DOI: 10.1002/lno.70433 ISSN: 0024-3590

Copepod community structure and physiological rates shape the biological pump during early North Atlantic spring bloom

Marja Koski, Lene Mausson Pankoke

Abstract

Zooplankton plays an important role in the biological carbon pump, and zooplankton biomass and community structure can have a large influence on the sedimentation/remineralization balance of the water column. We investigated the potential effects of zooplankton community structure and eco‐physiology on the export and attenuation of vertical flux during an early North Atlantic spring bloom, using Calanus finmarchicus as a representative of large vertically migrating calanoids that primarily feed on suspended phytoplankton and produce large fast sinking fecal pellets, and Microsetella norvegica , Oncaea / Triconia spp. and Oithona spp. as representatives of aggregate‐ and detritus‐feeding copepods.
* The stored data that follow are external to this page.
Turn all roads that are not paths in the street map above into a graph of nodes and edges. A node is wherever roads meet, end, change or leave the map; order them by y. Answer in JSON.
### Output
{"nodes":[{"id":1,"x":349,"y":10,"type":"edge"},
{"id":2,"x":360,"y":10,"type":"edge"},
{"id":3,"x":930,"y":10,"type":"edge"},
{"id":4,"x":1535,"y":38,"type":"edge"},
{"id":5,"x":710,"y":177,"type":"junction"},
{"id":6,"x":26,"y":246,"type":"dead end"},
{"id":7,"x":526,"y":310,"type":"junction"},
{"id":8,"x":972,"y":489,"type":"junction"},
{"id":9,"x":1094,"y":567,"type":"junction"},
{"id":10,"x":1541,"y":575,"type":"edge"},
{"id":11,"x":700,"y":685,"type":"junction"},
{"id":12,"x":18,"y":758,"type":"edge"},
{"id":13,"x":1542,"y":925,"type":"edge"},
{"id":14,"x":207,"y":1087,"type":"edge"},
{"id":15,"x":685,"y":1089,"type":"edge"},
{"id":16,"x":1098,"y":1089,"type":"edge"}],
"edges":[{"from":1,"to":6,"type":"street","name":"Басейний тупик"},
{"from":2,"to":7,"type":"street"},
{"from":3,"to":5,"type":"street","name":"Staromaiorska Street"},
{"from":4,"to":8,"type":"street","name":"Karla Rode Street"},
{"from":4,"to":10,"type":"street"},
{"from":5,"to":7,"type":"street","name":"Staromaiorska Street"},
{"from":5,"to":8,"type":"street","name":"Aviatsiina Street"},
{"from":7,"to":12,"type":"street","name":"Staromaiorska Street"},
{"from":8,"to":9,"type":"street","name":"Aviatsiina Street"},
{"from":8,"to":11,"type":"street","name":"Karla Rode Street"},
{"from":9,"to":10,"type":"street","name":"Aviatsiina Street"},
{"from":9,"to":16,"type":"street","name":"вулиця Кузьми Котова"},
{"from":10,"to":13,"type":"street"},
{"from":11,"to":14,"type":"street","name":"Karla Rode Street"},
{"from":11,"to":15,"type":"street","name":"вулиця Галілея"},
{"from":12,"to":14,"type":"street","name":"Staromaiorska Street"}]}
We measured (1) diurnal changes in the pellet production, egg production and respiration rates of Calanus finmarchicus and (2) weight‐specific egg production of egg‐carrying non‐calanoid copepods and combined these with (3) the vertical distribution of copepod biomass and species composition. Our results demonstrated many‐fold differences in the carbon demand of the copepod community over a few weeks of winter–spring transition, as well as many‐fold differences in the vertical profiles of particle production vs. degradation depending on the zooplankton community structure.